▸ What is expected: How many lines in the data below contain the string "lane"? Answer with the number only.

─── Data provided

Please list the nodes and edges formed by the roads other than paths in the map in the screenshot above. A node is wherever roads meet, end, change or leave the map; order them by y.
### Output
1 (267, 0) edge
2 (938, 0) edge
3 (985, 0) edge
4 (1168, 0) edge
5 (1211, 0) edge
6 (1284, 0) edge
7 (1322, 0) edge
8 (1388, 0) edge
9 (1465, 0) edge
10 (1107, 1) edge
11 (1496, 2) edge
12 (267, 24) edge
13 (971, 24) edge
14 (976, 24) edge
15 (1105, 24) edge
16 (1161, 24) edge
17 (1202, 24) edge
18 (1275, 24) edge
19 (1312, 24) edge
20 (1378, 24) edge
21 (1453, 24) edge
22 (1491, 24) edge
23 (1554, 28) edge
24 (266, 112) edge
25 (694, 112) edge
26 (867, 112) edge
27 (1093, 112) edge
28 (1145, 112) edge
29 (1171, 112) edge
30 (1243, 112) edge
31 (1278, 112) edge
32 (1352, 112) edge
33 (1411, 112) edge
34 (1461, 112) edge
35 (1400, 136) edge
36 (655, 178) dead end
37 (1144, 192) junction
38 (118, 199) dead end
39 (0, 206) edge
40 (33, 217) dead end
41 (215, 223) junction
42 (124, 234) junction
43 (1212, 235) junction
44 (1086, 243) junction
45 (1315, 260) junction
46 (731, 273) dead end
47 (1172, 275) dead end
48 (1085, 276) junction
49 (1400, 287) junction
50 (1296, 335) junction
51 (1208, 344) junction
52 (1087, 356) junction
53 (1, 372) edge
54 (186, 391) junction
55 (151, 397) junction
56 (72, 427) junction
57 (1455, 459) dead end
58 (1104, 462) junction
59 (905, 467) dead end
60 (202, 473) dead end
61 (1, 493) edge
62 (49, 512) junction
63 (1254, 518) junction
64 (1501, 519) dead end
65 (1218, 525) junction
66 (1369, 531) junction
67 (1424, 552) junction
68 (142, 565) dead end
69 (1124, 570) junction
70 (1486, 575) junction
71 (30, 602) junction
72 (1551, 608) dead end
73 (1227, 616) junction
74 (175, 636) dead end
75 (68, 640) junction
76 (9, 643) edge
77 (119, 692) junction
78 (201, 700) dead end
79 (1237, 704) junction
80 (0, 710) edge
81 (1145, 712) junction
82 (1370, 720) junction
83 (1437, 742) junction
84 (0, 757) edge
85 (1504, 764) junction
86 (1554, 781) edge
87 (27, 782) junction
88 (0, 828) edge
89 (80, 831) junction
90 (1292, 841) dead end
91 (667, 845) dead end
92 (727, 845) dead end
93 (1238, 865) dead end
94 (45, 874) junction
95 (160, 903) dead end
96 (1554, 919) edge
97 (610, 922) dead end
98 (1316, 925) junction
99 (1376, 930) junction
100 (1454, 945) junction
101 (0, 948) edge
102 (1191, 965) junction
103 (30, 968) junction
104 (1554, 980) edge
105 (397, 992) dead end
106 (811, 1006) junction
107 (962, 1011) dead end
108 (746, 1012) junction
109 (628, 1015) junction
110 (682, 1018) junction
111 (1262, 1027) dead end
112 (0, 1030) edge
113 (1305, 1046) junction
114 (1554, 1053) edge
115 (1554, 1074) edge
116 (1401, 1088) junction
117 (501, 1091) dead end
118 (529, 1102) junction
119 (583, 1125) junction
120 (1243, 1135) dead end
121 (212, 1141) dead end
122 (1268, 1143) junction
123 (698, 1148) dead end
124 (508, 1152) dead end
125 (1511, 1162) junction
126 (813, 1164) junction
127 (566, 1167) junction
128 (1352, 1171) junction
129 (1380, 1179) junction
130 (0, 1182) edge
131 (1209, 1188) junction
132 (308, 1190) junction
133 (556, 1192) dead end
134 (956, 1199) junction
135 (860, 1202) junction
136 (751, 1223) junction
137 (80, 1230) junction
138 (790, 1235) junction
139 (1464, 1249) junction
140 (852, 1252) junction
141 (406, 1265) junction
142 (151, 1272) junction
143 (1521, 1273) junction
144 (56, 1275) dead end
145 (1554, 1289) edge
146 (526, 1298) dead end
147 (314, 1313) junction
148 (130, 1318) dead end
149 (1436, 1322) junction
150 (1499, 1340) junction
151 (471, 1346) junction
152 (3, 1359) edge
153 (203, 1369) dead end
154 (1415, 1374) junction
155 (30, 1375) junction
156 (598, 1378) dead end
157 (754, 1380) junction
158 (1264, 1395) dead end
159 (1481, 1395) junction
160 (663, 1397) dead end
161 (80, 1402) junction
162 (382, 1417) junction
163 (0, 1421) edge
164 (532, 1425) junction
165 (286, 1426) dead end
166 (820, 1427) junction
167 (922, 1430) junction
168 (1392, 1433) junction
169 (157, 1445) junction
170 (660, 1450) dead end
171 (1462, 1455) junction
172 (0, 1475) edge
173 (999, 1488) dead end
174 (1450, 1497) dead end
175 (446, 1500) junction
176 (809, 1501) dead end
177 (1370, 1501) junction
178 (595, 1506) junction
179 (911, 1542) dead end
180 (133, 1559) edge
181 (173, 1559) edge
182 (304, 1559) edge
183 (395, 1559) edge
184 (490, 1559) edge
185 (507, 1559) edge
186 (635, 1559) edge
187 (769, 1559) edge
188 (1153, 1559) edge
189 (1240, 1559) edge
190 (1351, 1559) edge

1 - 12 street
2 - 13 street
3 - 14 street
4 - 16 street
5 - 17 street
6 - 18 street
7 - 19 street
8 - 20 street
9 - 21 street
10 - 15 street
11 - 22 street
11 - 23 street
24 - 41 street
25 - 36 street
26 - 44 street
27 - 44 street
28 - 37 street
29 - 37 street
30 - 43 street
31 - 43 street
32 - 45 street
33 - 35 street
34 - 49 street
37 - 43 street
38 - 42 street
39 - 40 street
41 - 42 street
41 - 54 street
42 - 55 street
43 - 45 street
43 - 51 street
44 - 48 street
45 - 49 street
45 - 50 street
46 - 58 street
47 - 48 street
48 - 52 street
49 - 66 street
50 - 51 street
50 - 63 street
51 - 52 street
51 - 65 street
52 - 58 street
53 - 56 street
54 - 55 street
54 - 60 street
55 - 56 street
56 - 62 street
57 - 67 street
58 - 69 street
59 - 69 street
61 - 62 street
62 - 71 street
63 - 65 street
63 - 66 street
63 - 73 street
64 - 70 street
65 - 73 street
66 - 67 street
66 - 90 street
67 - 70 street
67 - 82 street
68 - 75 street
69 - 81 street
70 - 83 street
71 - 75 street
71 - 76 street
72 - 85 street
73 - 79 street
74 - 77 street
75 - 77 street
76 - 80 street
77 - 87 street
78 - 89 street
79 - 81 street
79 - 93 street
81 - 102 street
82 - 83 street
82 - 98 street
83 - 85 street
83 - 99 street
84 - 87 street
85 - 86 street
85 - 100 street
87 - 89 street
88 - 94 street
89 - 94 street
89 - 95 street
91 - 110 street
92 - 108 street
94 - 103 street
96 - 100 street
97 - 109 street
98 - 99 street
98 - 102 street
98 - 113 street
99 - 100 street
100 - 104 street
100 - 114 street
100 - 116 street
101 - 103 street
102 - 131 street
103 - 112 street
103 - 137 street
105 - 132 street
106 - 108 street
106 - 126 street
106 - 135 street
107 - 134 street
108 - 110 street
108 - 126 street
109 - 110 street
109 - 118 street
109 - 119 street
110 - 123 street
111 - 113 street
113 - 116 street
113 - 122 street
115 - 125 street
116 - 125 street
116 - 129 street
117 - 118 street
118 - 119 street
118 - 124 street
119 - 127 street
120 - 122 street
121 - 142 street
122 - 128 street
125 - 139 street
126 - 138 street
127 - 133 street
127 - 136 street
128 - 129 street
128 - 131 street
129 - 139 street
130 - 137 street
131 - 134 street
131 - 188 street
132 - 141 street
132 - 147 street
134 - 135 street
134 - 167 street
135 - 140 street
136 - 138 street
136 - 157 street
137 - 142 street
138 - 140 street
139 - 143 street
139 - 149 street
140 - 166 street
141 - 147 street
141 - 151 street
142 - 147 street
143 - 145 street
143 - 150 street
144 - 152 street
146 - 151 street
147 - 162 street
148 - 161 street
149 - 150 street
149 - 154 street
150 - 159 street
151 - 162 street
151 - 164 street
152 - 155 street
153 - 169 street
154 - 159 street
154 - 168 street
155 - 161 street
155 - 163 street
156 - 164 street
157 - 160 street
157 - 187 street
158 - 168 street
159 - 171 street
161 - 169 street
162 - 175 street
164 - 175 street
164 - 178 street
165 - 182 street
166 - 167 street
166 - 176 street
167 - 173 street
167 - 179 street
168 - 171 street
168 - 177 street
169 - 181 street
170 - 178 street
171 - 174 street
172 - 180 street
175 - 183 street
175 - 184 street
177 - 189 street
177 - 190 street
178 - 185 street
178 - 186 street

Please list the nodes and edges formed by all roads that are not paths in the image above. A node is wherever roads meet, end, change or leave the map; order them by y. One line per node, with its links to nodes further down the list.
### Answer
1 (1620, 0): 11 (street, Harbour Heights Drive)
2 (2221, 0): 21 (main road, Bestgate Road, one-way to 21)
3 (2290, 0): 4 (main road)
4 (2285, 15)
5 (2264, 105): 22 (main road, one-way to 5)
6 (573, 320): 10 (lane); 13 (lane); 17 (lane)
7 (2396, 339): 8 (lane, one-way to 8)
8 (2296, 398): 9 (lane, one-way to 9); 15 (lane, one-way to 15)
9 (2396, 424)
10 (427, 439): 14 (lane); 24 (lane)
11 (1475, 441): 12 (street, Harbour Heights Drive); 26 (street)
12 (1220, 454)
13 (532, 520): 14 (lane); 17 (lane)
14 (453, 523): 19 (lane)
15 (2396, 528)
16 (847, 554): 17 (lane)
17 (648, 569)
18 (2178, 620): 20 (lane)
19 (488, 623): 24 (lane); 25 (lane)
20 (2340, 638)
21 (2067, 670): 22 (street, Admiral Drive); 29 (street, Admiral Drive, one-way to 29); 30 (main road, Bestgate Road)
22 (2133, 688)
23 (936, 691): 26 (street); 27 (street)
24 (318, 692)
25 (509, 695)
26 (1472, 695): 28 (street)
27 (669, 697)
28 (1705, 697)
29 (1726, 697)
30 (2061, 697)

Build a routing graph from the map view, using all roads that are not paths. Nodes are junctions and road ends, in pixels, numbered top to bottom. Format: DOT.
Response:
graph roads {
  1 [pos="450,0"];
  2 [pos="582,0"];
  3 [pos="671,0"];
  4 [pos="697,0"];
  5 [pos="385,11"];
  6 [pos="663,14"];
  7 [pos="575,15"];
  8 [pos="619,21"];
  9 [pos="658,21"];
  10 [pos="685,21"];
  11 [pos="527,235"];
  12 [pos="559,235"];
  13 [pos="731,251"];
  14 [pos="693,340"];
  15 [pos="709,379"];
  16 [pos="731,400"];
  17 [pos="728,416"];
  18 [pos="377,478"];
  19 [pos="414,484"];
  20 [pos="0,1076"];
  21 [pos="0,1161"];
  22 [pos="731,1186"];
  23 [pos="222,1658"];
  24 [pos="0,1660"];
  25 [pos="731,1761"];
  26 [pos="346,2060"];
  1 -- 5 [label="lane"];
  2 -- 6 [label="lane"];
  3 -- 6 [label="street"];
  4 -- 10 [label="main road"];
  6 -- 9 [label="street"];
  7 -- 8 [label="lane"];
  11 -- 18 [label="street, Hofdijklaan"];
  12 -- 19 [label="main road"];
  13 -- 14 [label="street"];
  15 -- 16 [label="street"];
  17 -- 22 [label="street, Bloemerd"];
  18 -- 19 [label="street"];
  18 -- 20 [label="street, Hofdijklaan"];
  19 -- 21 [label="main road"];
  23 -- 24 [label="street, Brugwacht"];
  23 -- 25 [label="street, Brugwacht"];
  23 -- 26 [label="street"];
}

──────

▸ Solution: 12